Prompt: Keep only the lines that hold the string "paths", filtering out the rest of the entries below.

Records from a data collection
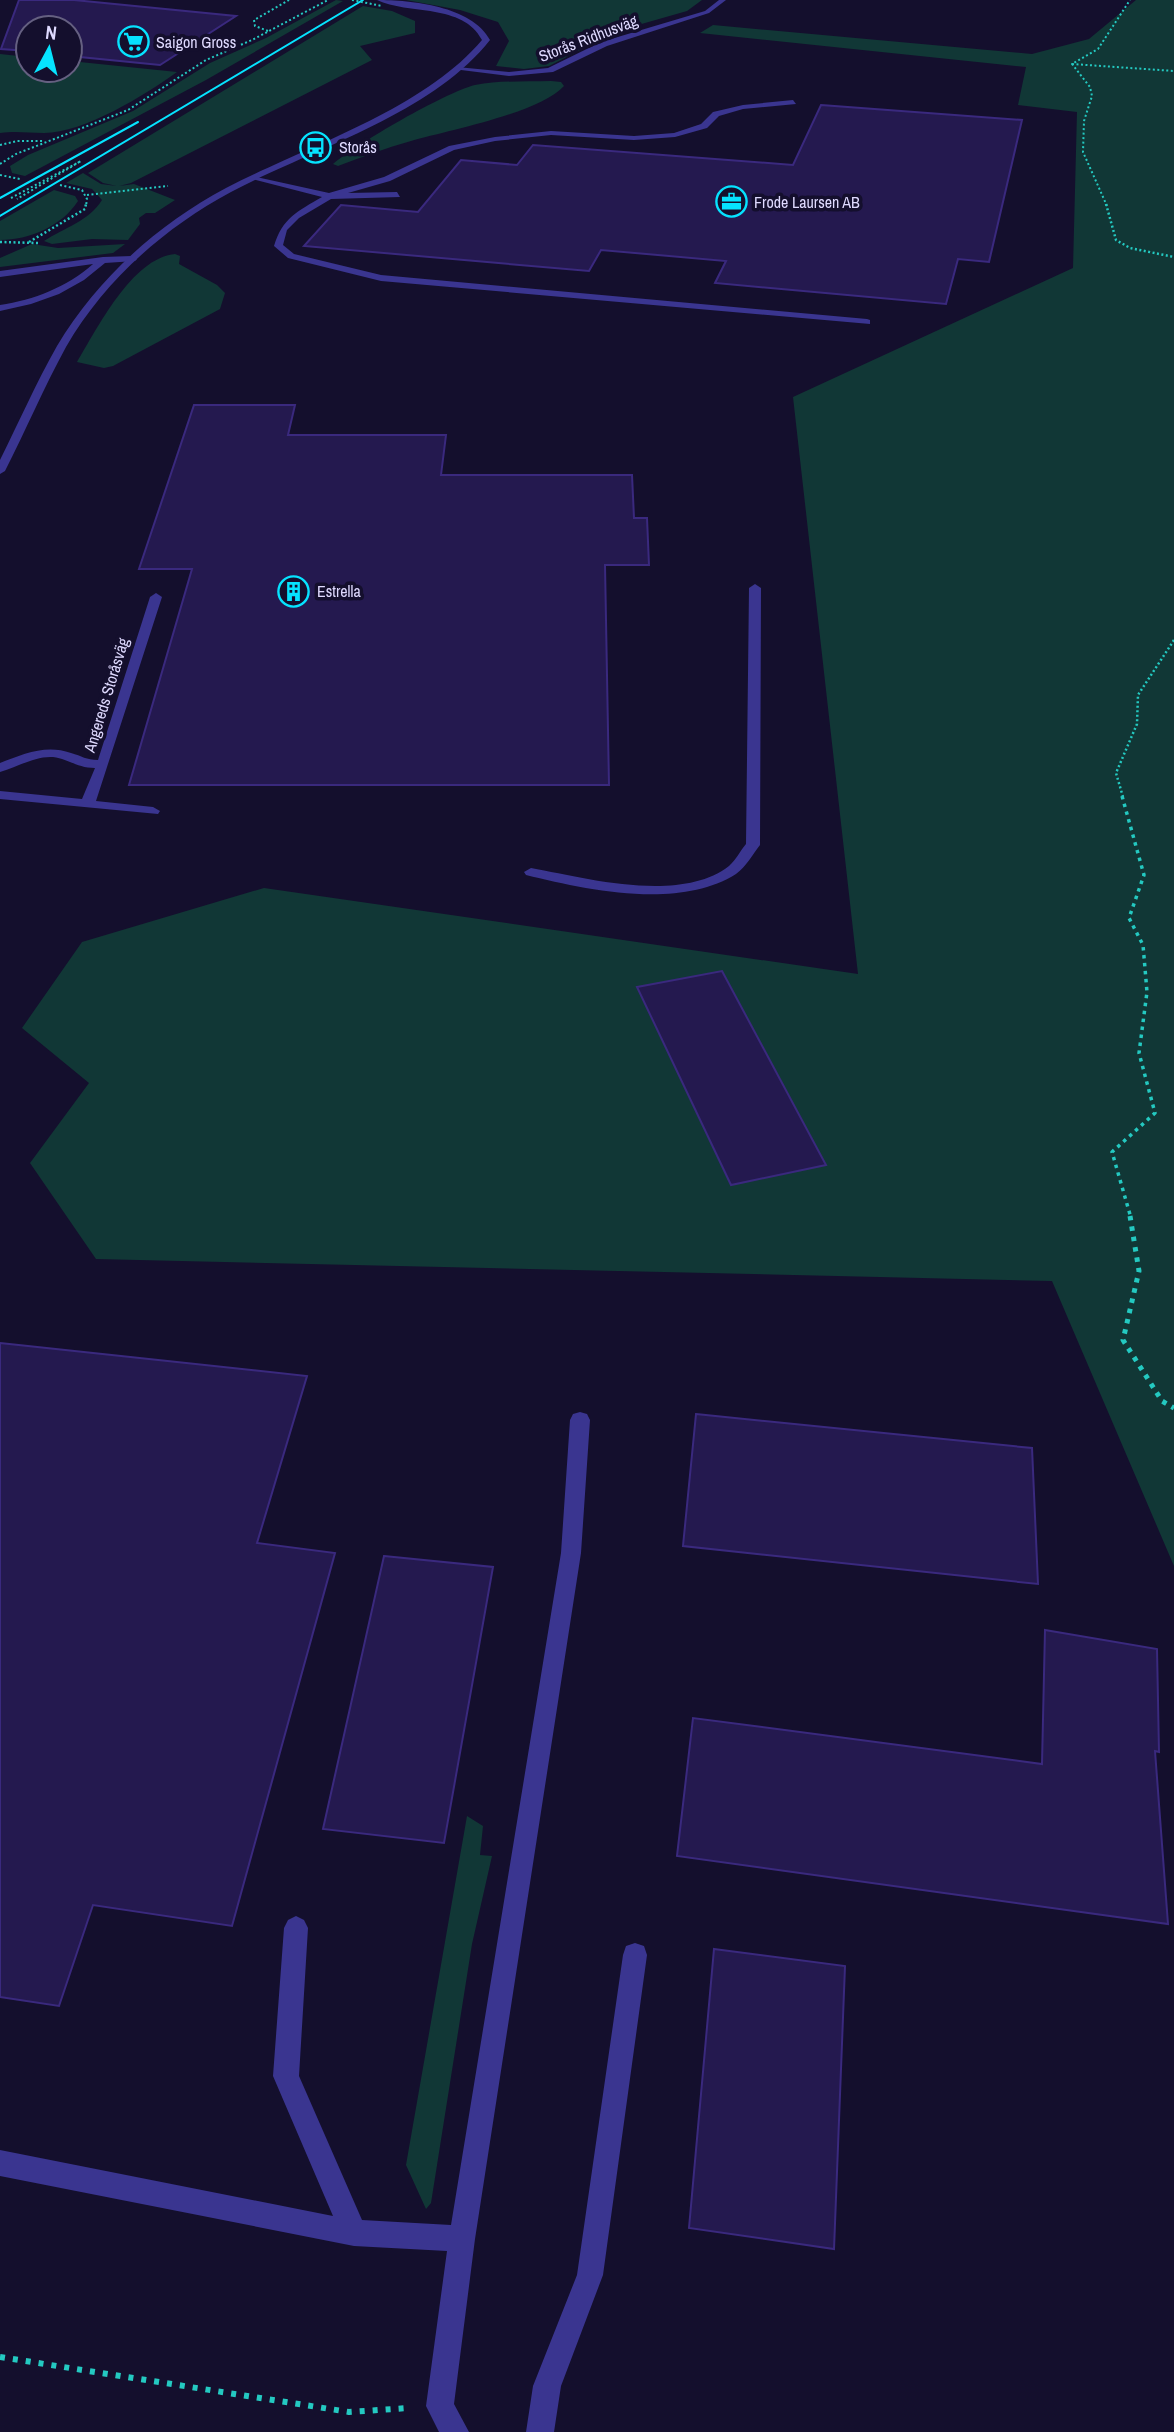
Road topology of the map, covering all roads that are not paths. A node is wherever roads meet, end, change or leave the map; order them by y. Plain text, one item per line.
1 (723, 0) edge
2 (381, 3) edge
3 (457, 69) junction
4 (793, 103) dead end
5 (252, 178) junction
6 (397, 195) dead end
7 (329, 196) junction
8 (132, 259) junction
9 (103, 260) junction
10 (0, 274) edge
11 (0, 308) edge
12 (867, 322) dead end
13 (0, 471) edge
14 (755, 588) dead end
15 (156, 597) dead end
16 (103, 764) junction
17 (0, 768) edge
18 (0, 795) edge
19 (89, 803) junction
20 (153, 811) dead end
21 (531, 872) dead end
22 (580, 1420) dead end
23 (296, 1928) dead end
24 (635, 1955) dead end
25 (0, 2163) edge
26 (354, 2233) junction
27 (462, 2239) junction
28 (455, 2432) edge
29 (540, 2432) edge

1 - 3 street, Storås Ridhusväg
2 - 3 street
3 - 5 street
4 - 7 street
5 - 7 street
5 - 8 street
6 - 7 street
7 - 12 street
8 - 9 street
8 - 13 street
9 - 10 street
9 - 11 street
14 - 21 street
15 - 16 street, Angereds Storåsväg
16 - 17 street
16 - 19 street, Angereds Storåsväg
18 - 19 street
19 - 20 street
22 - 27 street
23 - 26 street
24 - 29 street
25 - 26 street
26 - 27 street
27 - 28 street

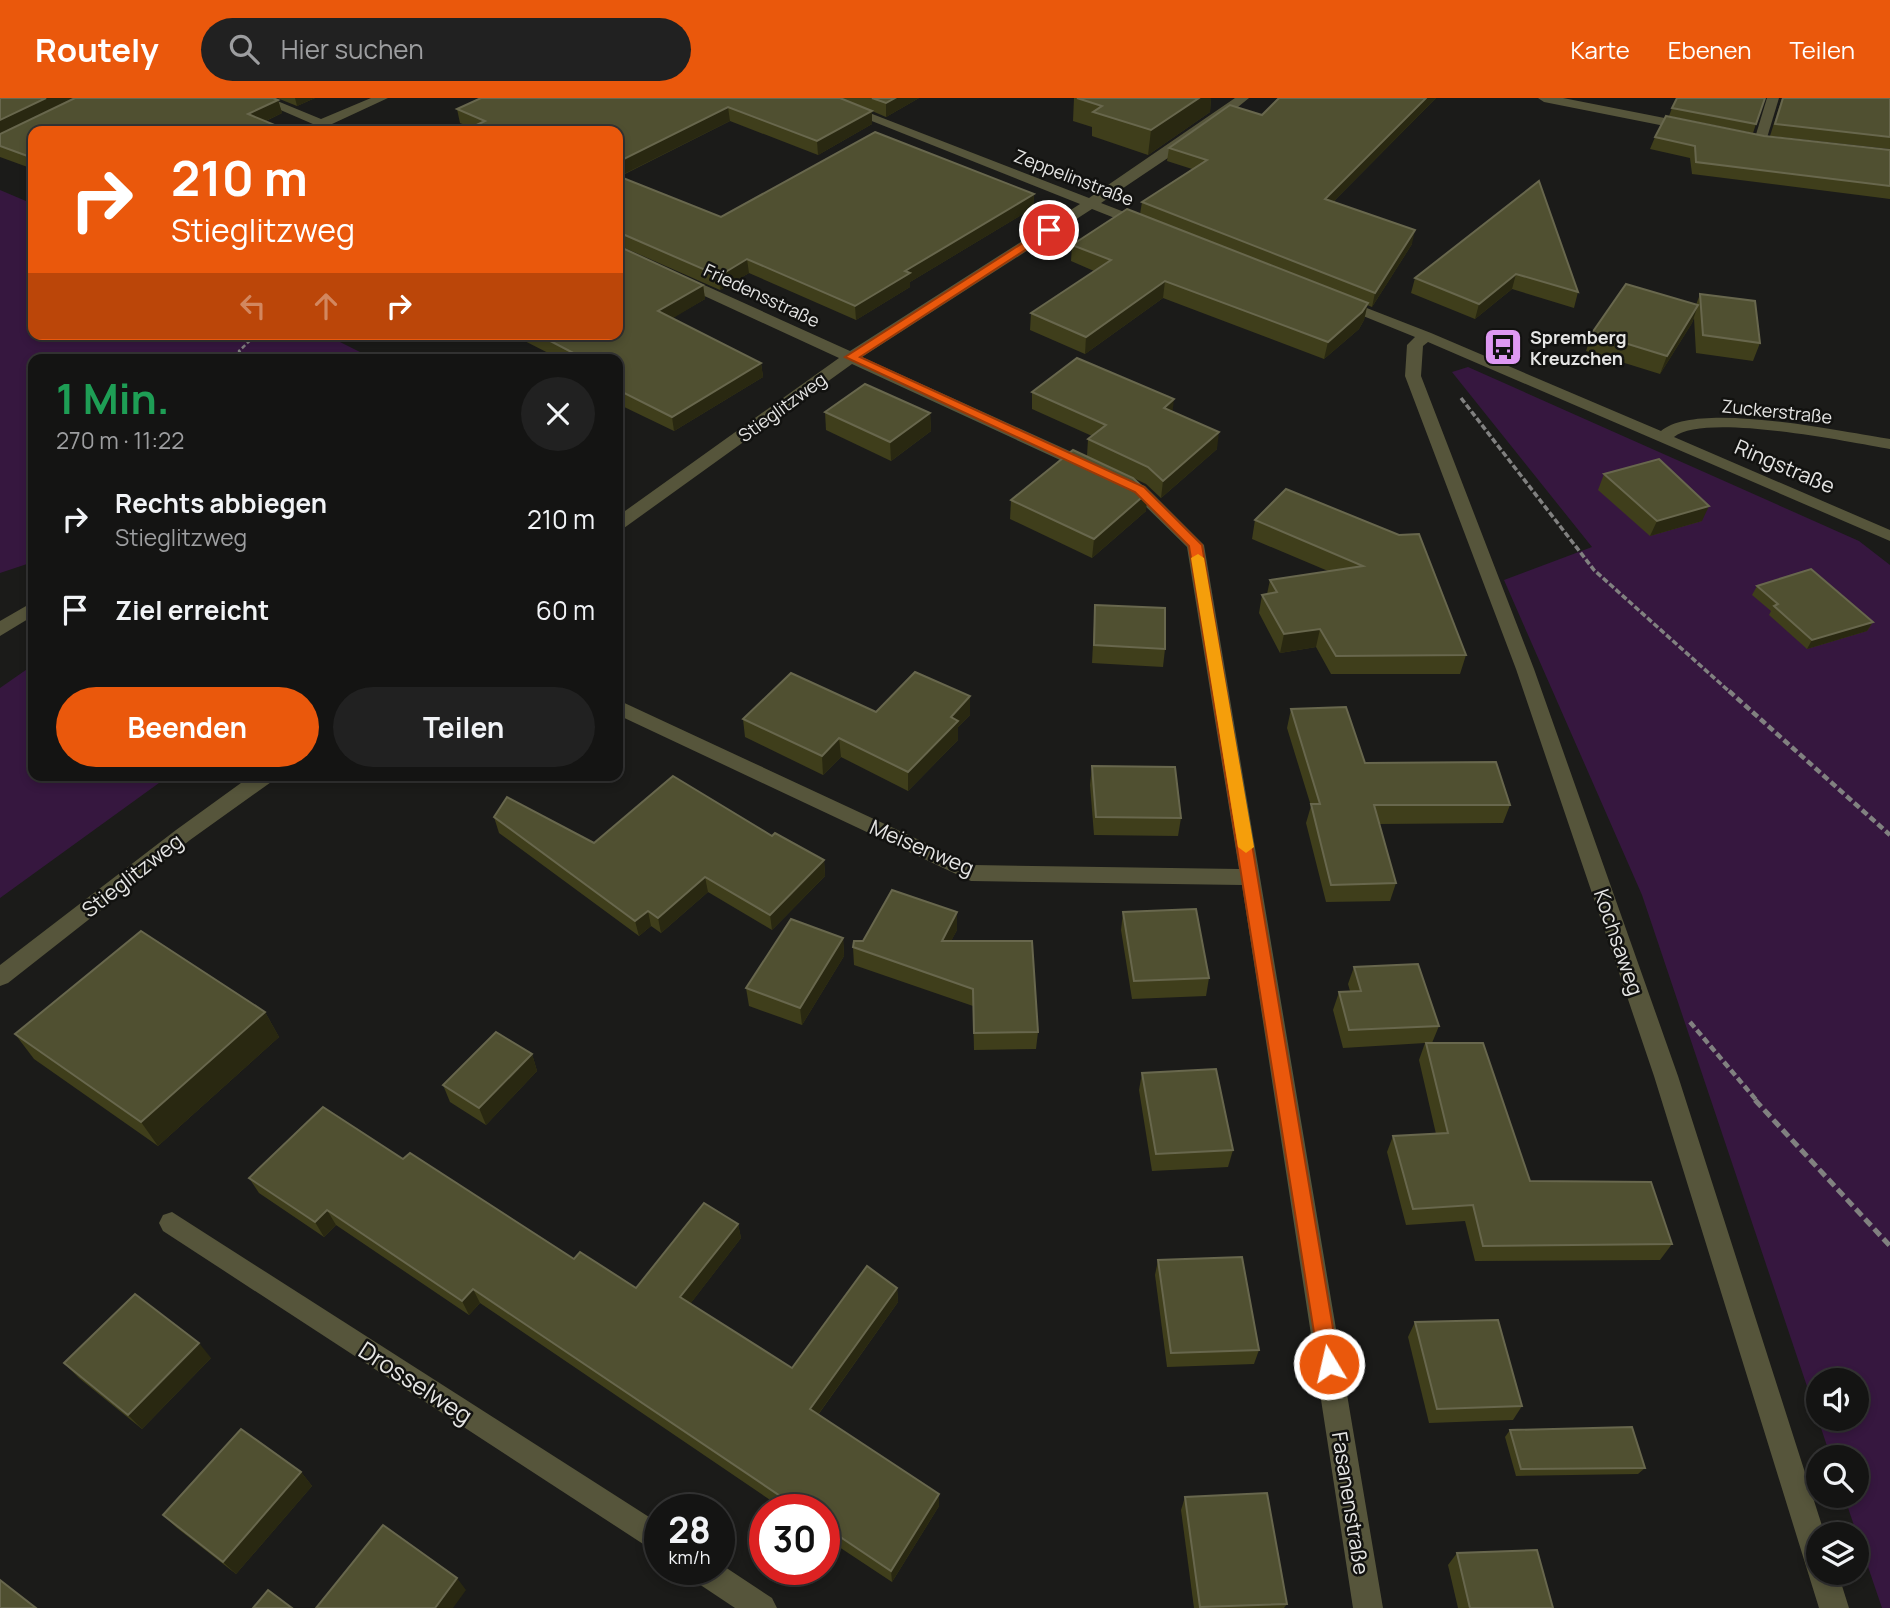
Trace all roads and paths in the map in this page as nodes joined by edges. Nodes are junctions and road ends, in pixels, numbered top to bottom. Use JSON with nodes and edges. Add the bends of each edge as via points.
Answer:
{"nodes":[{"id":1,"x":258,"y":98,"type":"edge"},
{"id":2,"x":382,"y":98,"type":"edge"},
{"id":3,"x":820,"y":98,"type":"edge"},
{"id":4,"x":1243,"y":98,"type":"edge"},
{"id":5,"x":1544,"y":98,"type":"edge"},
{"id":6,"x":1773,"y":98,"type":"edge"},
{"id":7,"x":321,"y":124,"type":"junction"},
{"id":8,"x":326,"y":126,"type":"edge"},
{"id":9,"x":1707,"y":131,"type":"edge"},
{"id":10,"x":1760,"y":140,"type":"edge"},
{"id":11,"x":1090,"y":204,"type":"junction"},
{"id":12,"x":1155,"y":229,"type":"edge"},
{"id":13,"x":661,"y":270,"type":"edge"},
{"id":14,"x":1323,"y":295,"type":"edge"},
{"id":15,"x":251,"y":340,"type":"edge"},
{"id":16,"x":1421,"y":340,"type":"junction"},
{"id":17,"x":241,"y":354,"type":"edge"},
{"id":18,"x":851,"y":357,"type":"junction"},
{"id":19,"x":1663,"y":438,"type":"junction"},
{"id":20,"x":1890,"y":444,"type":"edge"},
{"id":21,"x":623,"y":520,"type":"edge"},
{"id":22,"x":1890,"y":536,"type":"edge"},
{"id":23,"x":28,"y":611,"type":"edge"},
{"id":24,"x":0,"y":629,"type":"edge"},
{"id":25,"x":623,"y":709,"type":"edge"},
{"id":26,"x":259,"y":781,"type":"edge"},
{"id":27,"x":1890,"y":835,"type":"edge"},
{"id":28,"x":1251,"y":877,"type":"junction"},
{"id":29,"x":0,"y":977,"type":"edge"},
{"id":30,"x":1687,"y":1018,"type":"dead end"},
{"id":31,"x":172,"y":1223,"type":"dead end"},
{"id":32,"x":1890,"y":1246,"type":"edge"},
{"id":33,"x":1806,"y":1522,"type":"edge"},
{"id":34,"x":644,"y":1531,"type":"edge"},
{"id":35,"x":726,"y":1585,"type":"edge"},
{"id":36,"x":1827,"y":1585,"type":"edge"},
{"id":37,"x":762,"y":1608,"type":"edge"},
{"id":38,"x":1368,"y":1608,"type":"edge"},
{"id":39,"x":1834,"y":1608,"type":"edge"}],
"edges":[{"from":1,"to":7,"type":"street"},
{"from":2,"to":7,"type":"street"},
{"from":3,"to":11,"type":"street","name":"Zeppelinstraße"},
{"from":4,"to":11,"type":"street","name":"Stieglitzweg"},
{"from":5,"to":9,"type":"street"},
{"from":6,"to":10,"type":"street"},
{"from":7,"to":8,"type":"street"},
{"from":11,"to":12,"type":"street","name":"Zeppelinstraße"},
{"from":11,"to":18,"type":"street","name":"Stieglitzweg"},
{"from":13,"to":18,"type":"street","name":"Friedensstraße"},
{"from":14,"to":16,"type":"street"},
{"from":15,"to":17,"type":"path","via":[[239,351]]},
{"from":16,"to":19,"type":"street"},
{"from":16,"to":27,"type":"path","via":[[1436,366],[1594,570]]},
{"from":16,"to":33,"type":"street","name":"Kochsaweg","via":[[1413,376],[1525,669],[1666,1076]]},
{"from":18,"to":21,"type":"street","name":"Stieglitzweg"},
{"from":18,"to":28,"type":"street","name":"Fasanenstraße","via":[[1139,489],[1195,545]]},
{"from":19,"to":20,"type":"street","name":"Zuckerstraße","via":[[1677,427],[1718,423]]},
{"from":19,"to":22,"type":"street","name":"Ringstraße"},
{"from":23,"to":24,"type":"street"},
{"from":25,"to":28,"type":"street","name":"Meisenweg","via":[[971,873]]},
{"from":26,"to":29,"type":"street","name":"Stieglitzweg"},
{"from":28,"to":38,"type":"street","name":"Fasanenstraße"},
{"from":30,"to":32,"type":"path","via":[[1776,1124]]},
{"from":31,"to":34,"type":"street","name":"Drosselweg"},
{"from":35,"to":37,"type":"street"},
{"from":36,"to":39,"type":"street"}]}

Output:
Road topology of the map, covering all roads that are not paths. A node is wherever roads meet, end, change or leave the map; order them by y. Plain text, one item per line.
Trace all roads and paths in the map in this page as nodes joined by edges. Nodes are junctions and road ends, in pixels, numbered top to bottom. Use JSON with nodes and edges. Add the bends of each edge as via points.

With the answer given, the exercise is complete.